[Excerpts from a dataset]

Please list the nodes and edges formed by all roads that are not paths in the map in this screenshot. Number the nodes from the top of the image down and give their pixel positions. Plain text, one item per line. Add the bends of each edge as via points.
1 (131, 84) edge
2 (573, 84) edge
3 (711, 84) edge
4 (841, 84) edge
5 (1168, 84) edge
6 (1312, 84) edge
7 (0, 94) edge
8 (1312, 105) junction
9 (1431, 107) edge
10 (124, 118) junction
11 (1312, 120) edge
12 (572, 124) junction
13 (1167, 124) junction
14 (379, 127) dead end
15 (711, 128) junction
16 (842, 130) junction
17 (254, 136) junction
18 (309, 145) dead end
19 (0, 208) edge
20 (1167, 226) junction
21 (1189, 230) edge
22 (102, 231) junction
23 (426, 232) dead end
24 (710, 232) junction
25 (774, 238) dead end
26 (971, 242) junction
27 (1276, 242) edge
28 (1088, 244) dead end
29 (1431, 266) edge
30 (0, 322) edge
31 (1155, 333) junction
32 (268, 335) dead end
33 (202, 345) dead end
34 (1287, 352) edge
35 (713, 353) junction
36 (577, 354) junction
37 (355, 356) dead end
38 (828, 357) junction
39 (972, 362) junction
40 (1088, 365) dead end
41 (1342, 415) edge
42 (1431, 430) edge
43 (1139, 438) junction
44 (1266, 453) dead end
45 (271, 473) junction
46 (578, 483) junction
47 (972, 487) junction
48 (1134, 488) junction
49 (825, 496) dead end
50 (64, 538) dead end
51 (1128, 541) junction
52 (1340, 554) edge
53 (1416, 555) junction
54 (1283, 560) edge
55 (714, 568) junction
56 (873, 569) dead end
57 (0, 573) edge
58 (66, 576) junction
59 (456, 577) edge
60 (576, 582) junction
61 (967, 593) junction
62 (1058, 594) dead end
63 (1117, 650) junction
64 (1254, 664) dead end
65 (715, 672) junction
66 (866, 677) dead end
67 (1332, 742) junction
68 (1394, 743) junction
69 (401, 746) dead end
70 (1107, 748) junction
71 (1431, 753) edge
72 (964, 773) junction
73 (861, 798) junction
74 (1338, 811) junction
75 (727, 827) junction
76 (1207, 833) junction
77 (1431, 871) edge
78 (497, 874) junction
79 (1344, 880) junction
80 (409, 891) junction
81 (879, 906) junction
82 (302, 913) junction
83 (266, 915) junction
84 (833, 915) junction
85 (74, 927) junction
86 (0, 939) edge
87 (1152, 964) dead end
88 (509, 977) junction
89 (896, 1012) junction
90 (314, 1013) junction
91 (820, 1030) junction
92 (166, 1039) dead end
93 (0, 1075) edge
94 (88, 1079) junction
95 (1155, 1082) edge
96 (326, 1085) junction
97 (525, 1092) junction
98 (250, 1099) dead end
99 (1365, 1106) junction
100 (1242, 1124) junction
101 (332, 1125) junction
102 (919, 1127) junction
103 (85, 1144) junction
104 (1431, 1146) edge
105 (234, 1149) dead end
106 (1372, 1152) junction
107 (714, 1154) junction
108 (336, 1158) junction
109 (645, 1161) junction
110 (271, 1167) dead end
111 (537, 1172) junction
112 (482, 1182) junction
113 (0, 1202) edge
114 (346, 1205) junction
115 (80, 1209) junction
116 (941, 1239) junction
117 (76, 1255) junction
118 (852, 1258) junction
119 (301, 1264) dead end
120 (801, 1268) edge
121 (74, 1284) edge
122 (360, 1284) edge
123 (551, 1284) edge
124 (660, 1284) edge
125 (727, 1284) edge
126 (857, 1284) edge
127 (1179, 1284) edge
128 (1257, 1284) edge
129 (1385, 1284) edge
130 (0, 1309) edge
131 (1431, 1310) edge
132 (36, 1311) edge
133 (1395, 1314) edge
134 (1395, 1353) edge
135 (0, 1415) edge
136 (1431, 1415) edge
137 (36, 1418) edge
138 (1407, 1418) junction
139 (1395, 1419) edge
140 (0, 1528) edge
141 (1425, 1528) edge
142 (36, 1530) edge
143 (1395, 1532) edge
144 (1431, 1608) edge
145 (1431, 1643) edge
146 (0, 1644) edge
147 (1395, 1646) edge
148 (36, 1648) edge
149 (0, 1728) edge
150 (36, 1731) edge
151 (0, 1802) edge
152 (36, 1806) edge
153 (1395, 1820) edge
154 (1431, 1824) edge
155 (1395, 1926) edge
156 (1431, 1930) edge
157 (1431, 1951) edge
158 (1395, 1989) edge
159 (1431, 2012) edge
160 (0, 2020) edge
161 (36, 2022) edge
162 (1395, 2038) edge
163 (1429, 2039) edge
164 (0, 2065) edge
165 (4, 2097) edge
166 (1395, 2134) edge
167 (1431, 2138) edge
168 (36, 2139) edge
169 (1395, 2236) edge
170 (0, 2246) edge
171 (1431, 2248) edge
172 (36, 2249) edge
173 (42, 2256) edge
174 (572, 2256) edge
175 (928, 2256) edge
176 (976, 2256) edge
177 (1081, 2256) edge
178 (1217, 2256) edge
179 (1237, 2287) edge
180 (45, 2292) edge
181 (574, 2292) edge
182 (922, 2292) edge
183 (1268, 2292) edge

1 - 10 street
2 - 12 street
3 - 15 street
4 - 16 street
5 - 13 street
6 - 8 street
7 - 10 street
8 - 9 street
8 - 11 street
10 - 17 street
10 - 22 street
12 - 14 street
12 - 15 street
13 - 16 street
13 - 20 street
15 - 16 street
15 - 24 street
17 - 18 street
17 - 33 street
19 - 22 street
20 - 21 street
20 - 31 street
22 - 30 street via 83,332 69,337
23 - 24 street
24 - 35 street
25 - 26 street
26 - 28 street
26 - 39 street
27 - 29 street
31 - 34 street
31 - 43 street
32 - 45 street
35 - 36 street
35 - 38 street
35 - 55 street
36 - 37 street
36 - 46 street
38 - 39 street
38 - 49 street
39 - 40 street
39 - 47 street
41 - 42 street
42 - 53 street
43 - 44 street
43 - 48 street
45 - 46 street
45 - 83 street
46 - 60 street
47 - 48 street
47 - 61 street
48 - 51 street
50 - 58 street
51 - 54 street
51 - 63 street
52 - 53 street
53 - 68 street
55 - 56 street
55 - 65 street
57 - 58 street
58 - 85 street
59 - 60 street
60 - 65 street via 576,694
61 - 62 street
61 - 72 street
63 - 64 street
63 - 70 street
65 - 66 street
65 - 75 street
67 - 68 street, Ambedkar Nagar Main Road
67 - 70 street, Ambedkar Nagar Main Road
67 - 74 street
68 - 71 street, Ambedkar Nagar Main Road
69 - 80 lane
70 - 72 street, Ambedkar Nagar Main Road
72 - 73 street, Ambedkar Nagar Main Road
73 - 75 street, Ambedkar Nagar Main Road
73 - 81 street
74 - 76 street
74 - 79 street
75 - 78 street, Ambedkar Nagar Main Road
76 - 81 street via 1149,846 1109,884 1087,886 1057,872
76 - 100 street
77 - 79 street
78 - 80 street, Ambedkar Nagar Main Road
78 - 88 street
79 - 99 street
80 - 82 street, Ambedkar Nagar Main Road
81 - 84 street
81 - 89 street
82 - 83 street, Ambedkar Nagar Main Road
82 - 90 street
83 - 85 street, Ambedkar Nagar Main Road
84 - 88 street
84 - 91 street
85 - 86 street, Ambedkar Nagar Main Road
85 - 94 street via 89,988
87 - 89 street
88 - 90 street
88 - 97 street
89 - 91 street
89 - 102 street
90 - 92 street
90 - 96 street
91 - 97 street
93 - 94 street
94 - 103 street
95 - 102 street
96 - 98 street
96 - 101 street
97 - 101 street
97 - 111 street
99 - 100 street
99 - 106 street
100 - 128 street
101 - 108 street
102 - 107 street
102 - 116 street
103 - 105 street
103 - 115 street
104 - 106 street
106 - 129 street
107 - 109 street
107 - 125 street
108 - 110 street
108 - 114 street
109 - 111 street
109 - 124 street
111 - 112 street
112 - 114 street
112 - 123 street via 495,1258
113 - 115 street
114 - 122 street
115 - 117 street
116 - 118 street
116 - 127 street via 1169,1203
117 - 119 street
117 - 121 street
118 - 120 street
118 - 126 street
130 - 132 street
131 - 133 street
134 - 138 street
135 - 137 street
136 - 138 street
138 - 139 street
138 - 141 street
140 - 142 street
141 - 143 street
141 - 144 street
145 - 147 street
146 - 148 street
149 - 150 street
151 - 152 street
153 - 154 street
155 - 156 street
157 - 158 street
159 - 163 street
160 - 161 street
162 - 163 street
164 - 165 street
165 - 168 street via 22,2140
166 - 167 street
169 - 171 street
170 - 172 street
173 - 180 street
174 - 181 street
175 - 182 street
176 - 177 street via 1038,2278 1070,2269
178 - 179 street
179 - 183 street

[What to work on]
Which lines in the records above contain the string "Ambedkar"? Copy them.

[Answer box]
67 - 68 street, Ambedkar Nagar Main Road
67 - 70 street, Ambedkar Nagar Main Road
68 - 71 street, Ambedkar Nagar Main Road
70 - 72 street, Ambedkar Nagar Main Road
72 - 73 street, Ambedkar Nagar Main Road
73 - 75 street, Ambedkar Nagar Main Road
75 - 78 street, Ambedkar Nagar Main Road
78 - 80 street, Ambedkar Nagar Main Road
80 - 82 street, Ambedkar Nagar Main Road
82 - 83 street, Ambedkar Nagar Main Road
83 - 85 street, Ambedkar Nagar Main Road
85 - 86 street, Ambedkar Nagar Main Road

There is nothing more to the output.